About 45 minutes before dawn on Sunday, those three planets will be so close that the average person's thumb can obscure all three from view.

They will be almost as close together on Saturday and Monday, but Sunday they will be within 1 degree of each other in the sky.

Three planets haven't been that close since 1925, said Miami Space Transit Planetarium director Jack Horkheimer.

And it won't happen again until 2053, he said.

"Jupiter will be very bright and it will look like it has two bright lights next to it, and they won't twinkle because they're planets," said Horkheimer, host of the television show Star Gazer. "This is the kind of an event that turns young children into Carl Sagans."

The planets are actually hundreds of millions of miles apart, but the way the planets orbit the sun make it appear they are neighbors in the east-southeastern skies. They'll be visible in most parts of the world.

The experts differ on just how to look at the planets. Horkheimer said naked-eye viewing is fine, but binoculars or a telescope are even better.

But if you use a telescope, be careful, because the planets are close to where the sun will soon rise. If you linger you might gaze at the sun through the telescope and damage your eyesight, said Michelle Nichols, master educator at Chicago's Adler Planetarium.

Ed Krupp, director of Griffith Observatory in Los Angeles, said it will be hard to see the event "with an unaided eye, particularly in an area that is highly urbanized."

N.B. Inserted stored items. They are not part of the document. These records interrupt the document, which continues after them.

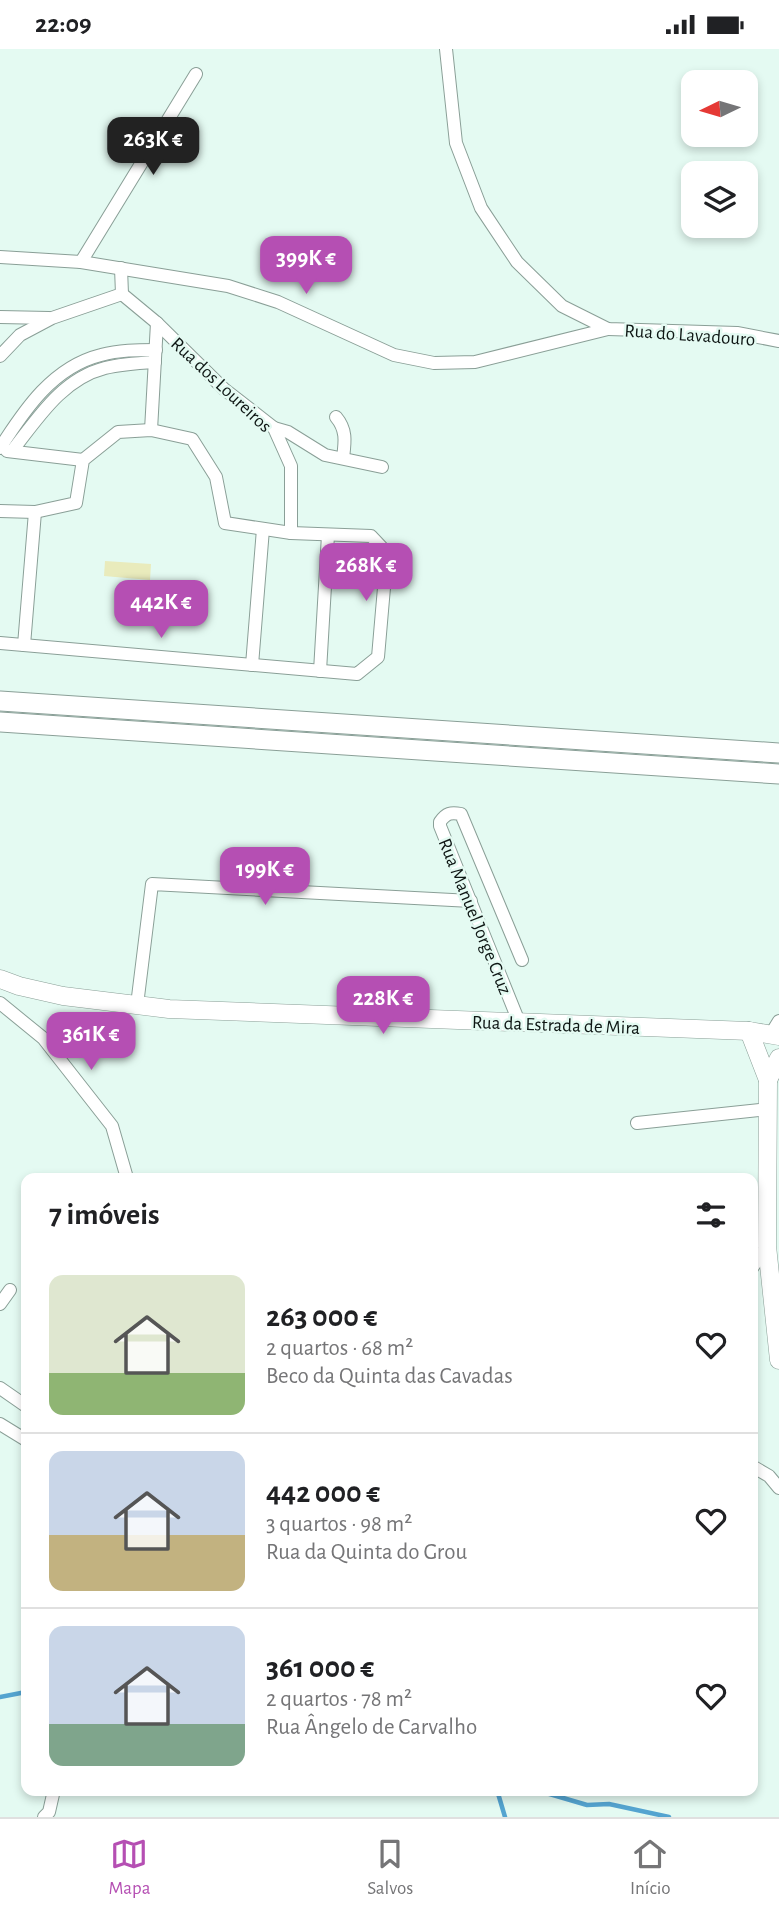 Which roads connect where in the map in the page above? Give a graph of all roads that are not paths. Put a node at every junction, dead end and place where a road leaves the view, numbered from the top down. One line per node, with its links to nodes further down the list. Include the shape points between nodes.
1 (446, 49): 10 (street, Rua do Lavadouro, via 456,143 481,208 517,263 562,306)
2 (196, 74): 4 (street)
3 (0, 257): 4 (street)
4 (81, 262): 5 (street)
5 (121, 268): 6 (street); 10 (street, via 228,286 278,302 394,355 434,363 475,362)
6 (122, 294): 8 (street); 9 (street, Rua dos Loureiros)
7 (0, 317): 8 (street)
8 (52, 318): 12 (street, via 20,335)
9 (157, 323): 13 (street); 15 (street, Rua dos Loureiros, via 224,389)
10 (608, 329): 11 (street, Rua do Lavadouro, via 737,333)
11 (779, 341)
12 (0, 356)
13 (155, 356): 16 (street); 17 (street, via 78,380)
14 (336, 417): 18 (street, via 345,433)
15 (274, 428): 18 (street, via 325,455); 24 (street, Rua dos Loureiros, via 291,466)
16 (151, 430): 19 (street, via 118,432); 23 (street, via 192,439 216,477 225,523)
17 (4, 450): 19 (street)
18 (343, 458): 20 (street)
19 (83, 460): 22 (street, via 76,503)
20 (382, 467)
21 (0, 511): 22 (street)
22 (35, 512): 27 (street)
23 (263, 529): 24 (street); 28 (street)
24 (291, 533): 25 (street)
25 (328, 535): 29 (street); 29 (street, via 371,536 387,553 378,657 357,674)
26 (0, 643): 27 (street)
27 (24, 645): 28 (street)
28 (252, 664): 29 (street)
29 (320, 671)
30 (0, 701): 32 (main road)
31 (0, 722): 33 (main road)
32 (779, 753)
33 (779, 774)
34 (471, 901): 35 (street, Rua Manuel Jorge Cruz, via 440,826 452,812 461,814); 38 (street, via 152,884); 39 (street, Rua Manuel Jorge Cruz)
35 (522, 960)
36 (0, 979): 38 (street, Rua da Estrada de Mira, via 64,996)
37 (0, 1003): 46 (street, via 43,1038 112,1126)
38 (137, 1005): 39 (street, Rua da Estrada de Mira)
39 (519, 1022): 41 (street, Rua da Estrada de Mira)
40 (776, 1030): 41 (street, Rua da Estrada de Mira)
41 (749, 1031): 43 (street)
42 (779, 1058): 43 (street)
43 (768, 1080): 44 (street)
44 (768, 1109): 45 (street); 47 (street)
45 (637, 1123)
46 (126, 1173)
47 (767, 1246): 48 (street); 51 (street)
48 (758, 1259)
49 (10, 1290): 50 (street)
50 (0, 1304)
51 (779, 1360)
52 (0, 1388): 53 (street)
53 (21, 1403)
54 (0, 1424): 55 (street)
55 (21, 1437)
56 (758, 1469): 57 (street)
57 (779, 1488)
58 (53, 1796): 59 (street)
59 (44, 1817)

The way to find the planets, which will be low on the east-southeast horizon, is to hold your arm straight out, with your hand in a fist and the pinky at the bottom. Halfway up your fist is how high the planets will appear above the horizon, Nichols said.

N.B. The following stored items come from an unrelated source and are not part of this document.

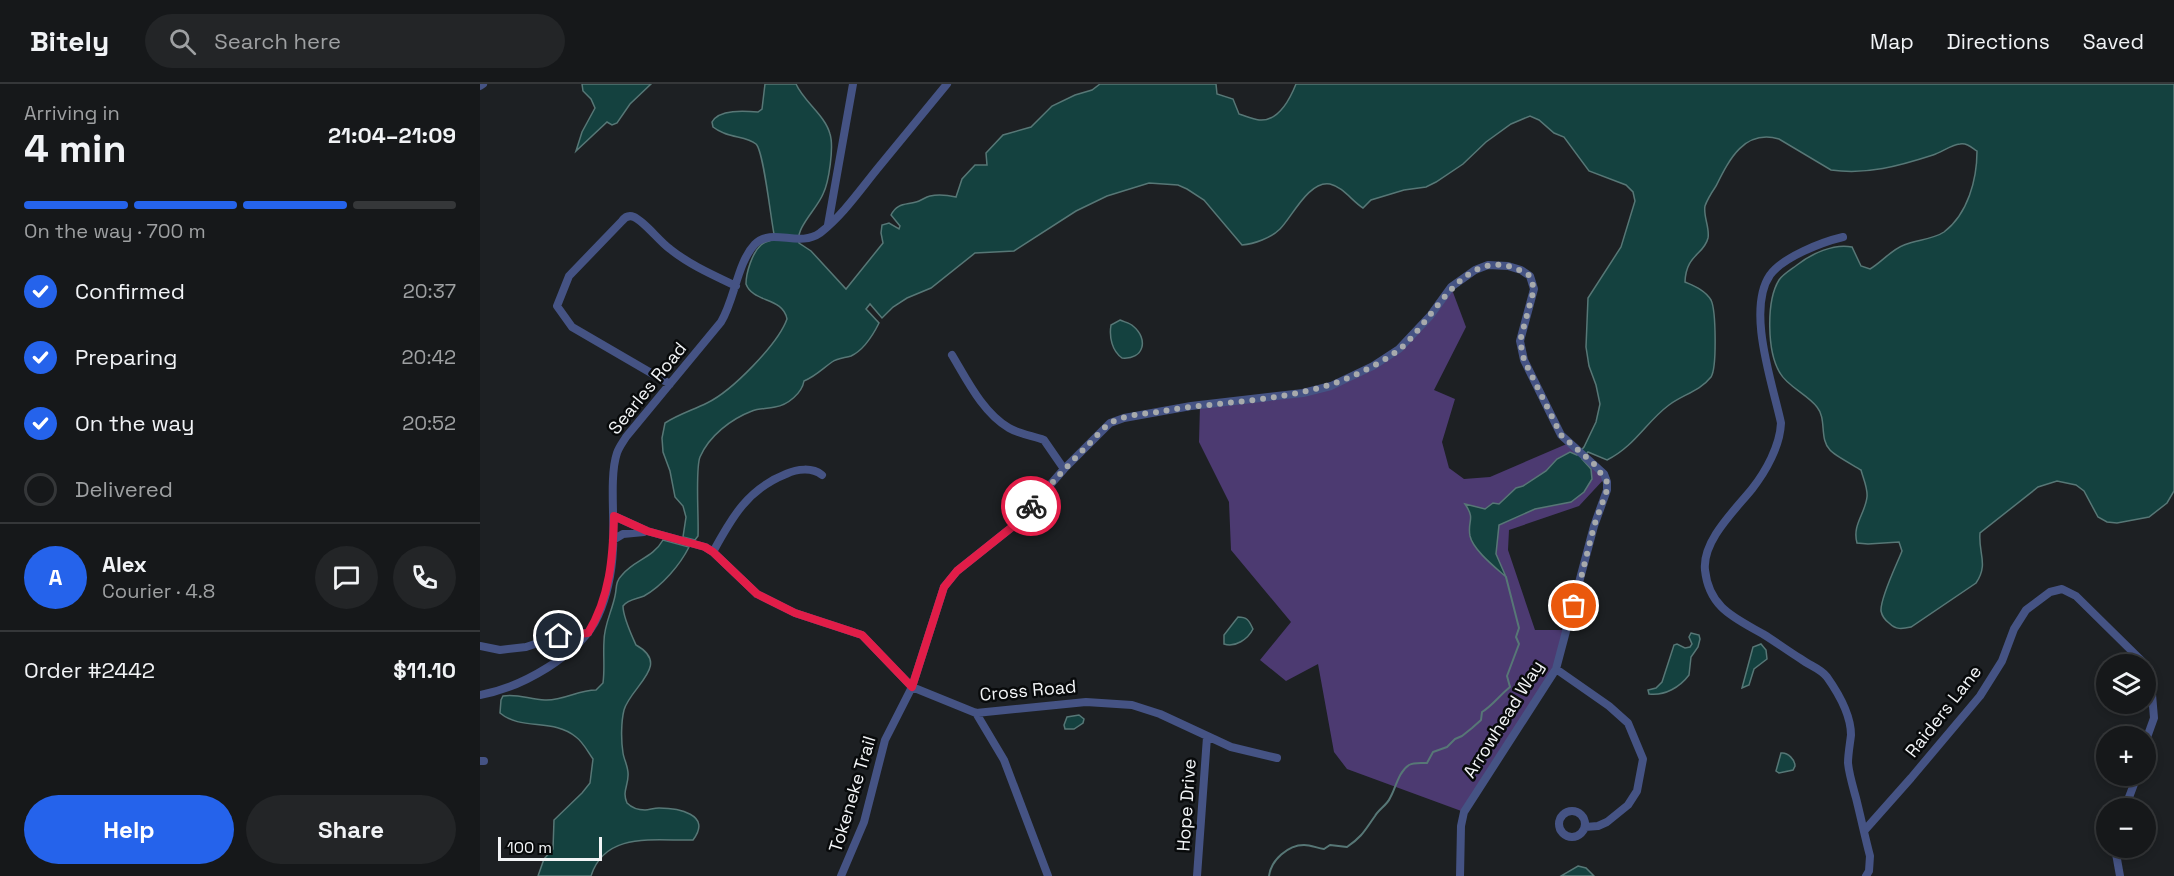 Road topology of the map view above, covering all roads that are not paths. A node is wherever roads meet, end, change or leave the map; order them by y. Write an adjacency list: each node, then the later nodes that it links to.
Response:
1 (853, 84): 3 (street)
2 (947, 84): 3 (street)
3 (828, 225): 5 (street, Searles Road)
4 (1843, 237): 25 (street)
5 (736, 286): 7 (street, Searles Road); 7 (street)
6 (952, 355): 9 (street)
7 (670, 384): 11 (street, Searles Road)
8 (1579, 451): 9 (street, Tokeneke Trail); 18 (street, Arrowhead Way)
9 (1064, 469): 19 (street, Tokeneke Trail)
10 (822, 475): 14 (street)
11 (614, 516): 12 (street, Cross Road); 13 (street, Searles Road)
12 (647, 531): 13 (street, Cross Road); 14 (street, Cross Road)
13 (613, 540): 15 (street, Searles Road)
14 (713, 552): 19 (street, Cross Road)
15 (588, 633): 16 (street); 20 (street, Searles Road)
16 (480, 646)
17 (2134, 654): 25 (street, Raiders Lane)
18 (1556, 669): 24 (street); 30 (street, Arrowhead Way)
19 (912, 687): 21 (street, Cross Road); 27 (street, Tokeneke Trail)
20 (480, 696)
21 (976, 713): 22 (street, Cross Road); 28 (street)
22 (1207, 737): 23 (street, Cross Road); 29 (street, Hope Drive)
23 (1277, 758)
24 (1586, 827)
25 (1864, 831): 31 (street)
26 (2117, 858): 32 (street)
27 (841, 876)
28 (1048, 876)
29 (1197, 876)
30 (1461, 876)
31 (1866, 876)
32 (2120, 876)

Jupiter will be white, Mercury pinkish and Mars butterscotch-colored.

"It is a lovely demonstration of the celestial ballet that goes on around us, day after day, year after year, millennium after millennium," Horkheimer said. "When I look at something like this, I realize that all the powers on Earth, all the emperors, all the money, cannot change it one iota."

In ancient times, people thought the close groupings of planets had deep meaning, Krupp said. Now, he said, "it's absolutely something fun to look for."